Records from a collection

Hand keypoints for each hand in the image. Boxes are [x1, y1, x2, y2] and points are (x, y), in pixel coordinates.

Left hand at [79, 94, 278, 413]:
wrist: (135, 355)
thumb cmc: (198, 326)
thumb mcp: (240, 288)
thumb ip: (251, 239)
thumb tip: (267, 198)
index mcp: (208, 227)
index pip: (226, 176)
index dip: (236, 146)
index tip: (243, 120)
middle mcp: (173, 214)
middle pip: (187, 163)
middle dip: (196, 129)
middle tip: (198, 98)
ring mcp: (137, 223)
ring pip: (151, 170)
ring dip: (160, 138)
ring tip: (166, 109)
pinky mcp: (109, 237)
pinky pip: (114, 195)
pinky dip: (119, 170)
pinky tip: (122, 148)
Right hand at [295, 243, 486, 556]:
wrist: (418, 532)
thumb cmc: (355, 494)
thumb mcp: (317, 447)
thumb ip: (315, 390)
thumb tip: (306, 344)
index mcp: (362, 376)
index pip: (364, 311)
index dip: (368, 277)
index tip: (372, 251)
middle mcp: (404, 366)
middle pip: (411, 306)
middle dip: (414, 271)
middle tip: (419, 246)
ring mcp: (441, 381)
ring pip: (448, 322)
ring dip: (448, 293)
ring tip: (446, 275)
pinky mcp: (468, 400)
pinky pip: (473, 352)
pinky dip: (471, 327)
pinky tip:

__How to complete this task__. The records must be given again in full, exactly as they were written.

__Answer to this exercise__.
Hand keypoints for each hand in the image. Boxes are [x1, y1, x2, y2] and points are (x, y), in pixel coordinates.

Left hand at [79, 94, 278, 413]:
wrist: (135, 355)
thumb cmc: (198, 326)
thumb mcp: (240, 288)
thumb ip: (251, 239)
thumb tip: (267, 198)
index mcp: (208, 227)
index pip: (226, 176)
index dip: (236, 146)
index tip: (243, 120)
middle mcp: (173, 214)
middle pip: (187, 163)
middle dip: (196, 129)
middle tip: (198, 98)
ring mcp: (137, 223)
ring pip: (151, 170)
ring dip: (160, 138)
ring tip: (166, 109)
pinky mcp: (109, 237)
pinky pip: (114, 195)
pinky dip: (119, 170)
pinky tip: (122, 148)
Right hand at [295, 243, 486, 556]:
wrist: (418, 532)
thumb cmc: (355, 494)
thumb mcp: (317, 447)
thumb ip: (315, 390)
thumb tip: (306, 344)
index mcp: (362, 376)
index pip: (364, 311)
index dip: (368, 277)
index tip: (372, 251)
middle mcp: (404, 366)
middle pip: (411, 306)
middle dip: (414, 271)
middle tip: (419, 246)
ring mcp: (441, 381)
ring pip: (448, 322)
ring dip: (448, 293)
ring tip: (446, 275)
pinky mcp: (468, 400)
pinky pip: (473, 352)
pinky dip: (471, 327)
pinky tip:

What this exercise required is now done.